What needs to be done: Whenever a line in the material below includes "roads", copy that line.

== Material for this exercise

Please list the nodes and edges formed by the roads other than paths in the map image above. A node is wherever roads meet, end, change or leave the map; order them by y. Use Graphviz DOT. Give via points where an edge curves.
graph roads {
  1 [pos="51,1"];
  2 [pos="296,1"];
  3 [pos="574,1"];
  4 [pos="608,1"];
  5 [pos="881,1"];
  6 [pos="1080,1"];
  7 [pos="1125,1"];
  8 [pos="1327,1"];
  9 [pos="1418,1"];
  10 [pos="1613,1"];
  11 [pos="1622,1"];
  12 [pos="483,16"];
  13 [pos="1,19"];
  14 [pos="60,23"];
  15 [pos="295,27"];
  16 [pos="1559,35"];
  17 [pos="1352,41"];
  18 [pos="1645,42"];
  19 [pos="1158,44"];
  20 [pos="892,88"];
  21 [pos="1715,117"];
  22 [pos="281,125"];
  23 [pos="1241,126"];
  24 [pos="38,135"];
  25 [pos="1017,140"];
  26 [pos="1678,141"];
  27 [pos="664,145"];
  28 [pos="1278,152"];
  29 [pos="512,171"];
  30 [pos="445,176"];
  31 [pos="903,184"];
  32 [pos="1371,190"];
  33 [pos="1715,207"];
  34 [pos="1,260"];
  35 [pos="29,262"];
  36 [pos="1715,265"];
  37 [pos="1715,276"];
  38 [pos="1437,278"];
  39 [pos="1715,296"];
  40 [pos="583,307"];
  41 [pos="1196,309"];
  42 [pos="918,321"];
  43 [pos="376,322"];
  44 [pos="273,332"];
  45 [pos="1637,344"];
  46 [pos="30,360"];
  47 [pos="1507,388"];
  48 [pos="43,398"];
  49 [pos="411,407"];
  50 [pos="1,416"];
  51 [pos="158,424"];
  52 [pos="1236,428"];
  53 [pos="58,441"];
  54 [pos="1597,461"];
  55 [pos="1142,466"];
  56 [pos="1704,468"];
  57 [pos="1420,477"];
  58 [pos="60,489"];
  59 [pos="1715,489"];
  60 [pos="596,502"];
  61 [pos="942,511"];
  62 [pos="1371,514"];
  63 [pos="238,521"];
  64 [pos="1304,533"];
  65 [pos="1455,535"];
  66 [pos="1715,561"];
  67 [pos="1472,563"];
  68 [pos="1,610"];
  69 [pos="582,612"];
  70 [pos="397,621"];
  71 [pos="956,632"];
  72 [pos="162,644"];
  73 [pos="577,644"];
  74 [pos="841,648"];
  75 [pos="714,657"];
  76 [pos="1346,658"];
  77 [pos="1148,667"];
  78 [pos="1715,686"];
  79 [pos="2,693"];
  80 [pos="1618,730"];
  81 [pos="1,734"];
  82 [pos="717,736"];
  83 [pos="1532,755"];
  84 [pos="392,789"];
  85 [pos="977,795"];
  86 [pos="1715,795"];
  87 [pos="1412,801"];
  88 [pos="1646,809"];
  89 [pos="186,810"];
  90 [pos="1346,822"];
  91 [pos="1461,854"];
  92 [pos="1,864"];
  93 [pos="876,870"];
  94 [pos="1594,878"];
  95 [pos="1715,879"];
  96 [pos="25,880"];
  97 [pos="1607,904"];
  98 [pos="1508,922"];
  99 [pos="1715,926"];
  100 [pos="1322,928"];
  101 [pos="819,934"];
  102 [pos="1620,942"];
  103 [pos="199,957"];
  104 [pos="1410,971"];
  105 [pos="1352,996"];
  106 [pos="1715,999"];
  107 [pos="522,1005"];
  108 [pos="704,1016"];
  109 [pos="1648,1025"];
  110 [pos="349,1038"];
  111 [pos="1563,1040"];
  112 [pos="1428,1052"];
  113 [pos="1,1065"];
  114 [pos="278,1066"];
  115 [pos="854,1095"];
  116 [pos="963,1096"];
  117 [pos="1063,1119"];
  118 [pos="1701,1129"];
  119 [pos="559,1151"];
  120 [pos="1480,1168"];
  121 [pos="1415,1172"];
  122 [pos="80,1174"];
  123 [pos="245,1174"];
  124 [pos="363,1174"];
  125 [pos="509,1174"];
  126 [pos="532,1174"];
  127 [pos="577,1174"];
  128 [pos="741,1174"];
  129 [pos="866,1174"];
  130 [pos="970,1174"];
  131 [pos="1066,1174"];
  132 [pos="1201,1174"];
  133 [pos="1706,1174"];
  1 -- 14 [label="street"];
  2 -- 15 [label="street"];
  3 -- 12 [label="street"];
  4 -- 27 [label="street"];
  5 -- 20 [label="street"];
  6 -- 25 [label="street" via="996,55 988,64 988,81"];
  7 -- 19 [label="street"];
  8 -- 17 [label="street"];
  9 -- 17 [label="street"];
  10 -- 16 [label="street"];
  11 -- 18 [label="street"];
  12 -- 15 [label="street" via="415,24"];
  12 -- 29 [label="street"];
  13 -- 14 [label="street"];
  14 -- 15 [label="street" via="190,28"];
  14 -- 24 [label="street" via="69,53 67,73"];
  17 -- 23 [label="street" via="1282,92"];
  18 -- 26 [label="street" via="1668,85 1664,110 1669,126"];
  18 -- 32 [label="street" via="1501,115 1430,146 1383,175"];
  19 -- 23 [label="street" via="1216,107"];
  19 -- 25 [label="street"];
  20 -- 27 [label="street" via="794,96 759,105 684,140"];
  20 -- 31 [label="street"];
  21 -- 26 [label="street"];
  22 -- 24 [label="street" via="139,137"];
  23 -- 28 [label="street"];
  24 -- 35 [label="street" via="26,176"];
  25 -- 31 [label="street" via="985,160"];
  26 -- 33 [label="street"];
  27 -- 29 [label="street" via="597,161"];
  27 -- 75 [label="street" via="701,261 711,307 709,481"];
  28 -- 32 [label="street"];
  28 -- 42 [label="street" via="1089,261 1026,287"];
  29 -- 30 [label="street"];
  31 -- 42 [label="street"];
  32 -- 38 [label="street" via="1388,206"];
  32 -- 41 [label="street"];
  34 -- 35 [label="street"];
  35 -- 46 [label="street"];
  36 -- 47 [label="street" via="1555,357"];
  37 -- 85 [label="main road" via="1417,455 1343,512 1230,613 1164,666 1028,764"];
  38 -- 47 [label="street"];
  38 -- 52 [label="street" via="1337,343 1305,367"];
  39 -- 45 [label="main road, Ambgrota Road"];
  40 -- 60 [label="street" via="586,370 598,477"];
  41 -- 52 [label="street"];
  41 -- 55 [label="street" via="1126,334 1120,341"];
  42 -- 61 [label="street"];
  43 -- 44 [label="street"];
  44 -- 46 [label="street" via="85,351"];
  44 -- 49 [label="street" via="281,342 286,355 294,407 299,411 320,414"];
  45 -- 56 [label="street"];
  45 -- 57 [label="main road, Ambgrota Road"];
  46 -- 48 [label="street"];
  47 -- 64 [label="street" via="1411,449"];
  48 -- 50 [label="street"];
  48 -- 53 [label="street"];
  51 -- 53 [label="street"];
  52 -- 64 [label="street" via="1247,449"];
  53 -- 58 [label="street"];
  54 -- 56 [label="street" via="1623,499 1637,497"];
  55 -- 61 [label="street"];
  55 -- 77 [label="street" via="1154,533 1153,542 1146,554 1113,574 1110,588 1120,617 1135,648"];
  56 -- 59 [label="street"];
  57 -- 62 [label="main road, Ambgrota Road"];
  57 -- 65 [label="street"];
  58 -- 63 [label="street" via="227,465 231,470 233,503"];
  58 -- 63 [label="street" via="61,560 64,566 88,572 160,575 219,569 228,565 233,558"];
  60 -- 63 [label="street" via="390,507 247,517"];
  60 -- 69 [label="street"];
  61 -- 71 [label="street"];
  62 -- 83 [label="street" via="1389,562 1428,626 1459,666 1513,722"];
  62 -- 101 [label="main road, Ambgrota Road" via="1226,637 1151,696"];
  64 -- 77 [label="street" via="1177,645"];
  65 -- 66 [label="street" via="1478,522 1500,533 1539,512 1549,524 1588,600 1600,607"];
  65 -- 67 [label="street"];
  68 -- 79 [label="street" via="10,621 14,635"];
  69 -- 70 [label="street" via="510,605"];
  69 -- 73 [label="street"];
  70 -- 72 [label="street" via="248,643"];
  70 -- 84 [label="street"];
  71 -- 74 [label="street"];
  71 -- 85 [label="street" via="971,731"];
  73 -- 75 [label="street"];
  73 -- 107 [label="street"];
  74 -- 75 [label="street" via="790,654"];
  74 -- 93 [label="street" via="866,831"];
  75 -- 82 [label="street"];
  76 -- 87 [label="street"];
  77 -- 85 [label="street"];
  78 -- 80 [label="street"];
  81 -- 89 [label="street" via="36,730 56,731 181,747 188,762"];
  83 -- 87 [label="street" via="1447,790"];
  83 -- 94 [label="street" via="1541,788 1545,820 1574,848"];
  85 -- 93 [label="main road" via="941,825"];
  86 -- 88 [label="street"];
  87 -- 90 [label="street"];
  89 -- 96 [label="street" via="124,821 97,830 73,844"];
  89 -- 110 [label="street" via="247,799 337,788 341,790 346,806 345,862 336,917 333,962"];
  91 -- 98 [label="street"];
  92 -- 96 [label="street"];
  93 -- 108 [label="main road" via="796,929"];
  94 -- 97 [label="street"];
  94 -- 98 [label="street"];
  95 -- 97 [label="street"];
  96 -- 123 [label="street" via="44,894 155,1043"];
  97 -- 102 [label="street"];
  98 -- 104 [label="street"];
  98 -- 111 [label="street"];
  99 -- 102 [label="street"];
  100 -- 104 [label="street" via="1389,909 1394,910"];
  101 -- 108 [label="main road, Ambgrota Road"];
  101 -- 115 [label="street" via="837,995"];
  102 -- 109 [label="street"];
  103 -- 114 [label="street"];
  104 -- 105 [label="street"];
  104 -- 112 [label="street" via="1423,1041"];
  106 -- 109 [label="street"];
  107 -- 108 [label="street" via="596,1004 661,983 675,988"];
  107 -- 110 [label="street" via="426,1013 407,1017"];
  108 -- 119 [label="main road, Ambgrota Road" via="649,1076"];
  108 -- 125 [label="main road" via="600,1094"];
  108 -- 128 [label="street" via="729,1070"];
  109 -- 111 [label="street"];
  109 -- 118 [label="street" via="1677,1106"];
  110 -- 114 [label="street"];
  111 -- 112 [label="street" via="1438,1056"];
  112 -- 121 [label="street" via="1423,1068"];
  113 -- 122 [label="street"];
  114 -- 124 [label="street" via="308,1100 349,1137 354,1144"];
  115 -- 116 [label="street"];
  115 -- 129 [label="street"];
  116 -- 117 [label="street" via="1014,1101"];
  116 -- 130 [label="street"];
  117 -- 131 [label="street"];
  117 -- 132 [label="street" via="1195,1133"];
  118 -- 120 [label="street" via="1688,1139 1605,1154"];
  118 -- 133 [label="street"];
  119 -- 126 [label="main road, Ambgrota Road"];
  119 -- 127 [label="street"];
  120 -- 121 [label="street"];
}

====

Exercise solution:
Please list the nodes and edges formed by the roads other than paths in the map image above. A node is wherever roads meet, end, change or leave the map; order them by y. Use Graphviz DOT. Give via points where an edge curves.
graph roads {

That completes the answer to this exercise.